(Description of the task): All the data should be transcribed exactly, with every line kept.

(Available records):

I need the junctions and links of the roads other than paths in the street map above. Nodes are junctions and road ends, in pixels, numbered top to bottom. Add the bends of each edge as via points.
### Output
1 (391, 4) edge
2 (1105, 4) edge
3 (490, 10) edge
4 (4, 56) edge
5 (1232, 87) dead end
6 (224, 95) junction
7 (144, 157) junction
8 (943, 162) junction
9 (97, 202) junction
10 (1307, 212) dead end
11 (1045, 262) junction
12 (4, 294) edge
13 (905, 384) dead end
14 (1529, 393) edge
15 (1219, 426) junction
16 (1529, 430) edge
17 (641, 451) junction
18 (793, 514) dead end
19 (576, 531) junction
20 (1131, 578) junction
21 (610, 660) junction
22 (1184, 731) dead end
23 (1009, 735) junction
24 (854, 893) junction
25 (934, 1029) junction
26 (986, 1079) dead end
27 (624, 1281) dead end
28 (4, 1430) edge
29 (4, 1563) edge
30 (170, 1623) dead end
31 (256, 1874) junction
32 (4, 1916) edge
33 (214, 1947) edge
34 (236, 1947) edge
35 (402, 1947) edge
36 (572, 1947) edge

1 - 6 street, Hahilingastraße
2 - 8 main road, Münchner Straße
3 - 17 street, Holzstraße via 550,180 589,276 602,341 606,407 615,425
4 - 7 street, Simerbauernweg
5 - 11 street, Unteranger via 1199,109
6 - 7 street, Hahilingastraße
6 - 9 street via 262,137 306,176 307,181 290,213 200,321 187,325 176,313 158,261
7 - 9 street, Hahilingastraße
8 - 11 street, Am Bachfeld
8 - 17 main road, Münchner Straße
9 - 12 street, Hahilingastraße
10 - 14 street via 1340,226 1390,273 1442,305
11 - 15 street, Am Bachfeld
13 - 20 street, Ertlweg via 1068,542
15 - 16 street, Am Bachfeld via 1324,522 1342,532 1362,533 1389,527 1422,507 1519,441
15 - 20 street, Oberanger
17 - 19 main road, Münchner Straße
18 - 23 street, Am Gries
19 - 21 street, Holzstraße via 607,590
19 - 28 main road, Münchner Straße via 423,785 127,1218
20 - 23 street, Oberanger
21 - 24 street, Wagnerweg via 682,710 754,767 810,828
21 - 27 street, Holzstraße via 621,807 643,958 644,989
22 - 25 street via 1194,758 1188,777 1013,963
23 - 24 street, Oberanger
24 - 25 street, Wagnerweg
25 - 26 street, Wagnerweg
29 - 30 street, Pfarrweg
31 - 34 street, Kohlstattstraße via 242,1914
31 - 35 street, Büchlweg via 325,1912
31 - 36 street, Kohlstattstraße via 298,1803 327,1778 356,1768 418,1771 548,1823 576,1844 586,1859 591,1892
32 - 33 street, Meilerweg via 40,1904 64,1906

(Response box):
I need the junctions and links of the roads other than paths in the street map above. Nodes are junctions and road ends, in pixels, numbered top to bottom. Add the bends of each edge as via points.
### Output
1 (391, 4) edge
2 (1105, 4) edge
3 (490, 10) edge
4 (4, 56) edge
5 (1232, 87) dead end
6 (224, 95) junction
7 (144, 157) junction
8 (943, 162) junction
9 (97, 202) junction
10 (1307, 212) dead end
11 (1045, 262) junction
12 (4, 294) edge
13 (905, 384) dead end
14 (1529, 393) edge
15 (1219, 426) junction
16 (1529, 430) edge
17 (641, 451) junction
18 (793, 514) dead end
19 (576, 531) junction
20 (1131, 578) junction
21 (610, 660) junction
22 (1184, 731) dead end
23 (1009, 735) junction
24 (854, 893) junction
25 (934, 1029) junction
26 (986, 1079) dead end
27 (624, 1281) dead end
28 (4, 1430) edge
29 (4, 1563) edge
30 (170, 1623) dead end
31 (256, 1874) junction
32 (4, 1916) edge
33 (214, 1947) edge
34 (236, 1947) edge
35 (402, 1947) edge
36 (572, 1947) edge

1 - 6 street, Hahilingastraße
2 - 8 main road, Münchner Straße
3 - 17 street, Holzstraße via 550,180 589,276 602,341 606,407 615,425
4 - 7 street, Simerbauernweg
5 - 11 street, Unteranger via 1199,109
6 - 7 street, Hahilingastraße
6 - 9 street via 262,137 306,176 307,181 290,213 200,321 187,325 176,313 158,261
7 - 9 street, Hahilingastraße
8 - 11 street, Am Bachfeld
8 - 17 main road, Münchner Straße
9 - 12 street, Hahilingastraße
10 - 14 street via 1340,226 1390,273 1442,305
11 - 15 street, Am Bachfeld
13 - 20 street, Ertlweg via 1068,542
15 - 16 street, Am Bachfeld via 1324,522 1342,532 1362,533 1389,527 1422,507 1519,441
15 - 20 street, Oberanger
17 - 19 main road, Münchner Straße
18 - 23 street, Am Gries
19 - 21 street, Holzstraße via 607,590
19 - 28 main road, Münchner Straße via 423,785 127,1218
20 - 23 street, Oberanger
21 - 24 street, Wagnerweg via 682,710 754,767 810,828
21 - 27 street, Holzstraße via 621,807 643,958 644,989
22 - 25 street via 1194,758 1188,777 1013,963
23 - 24 street, Oberanger
24 - 25 street, Wagnerweg
25 - 26 street, Wagnerweg
29 - 30 street, Pfarrweg
31 - 34 street, Kohlstattstraße via 242,1914
31 - 35 street, Büchlweg via 325,1912
31 - 36 street, Kohlstattstraße via 298,1803 327,1778 356,1768 418,1771 548,1823 576,1844 586,1859 591,1892
32 - 33 street, Meilerweg via 40,1904 64,1906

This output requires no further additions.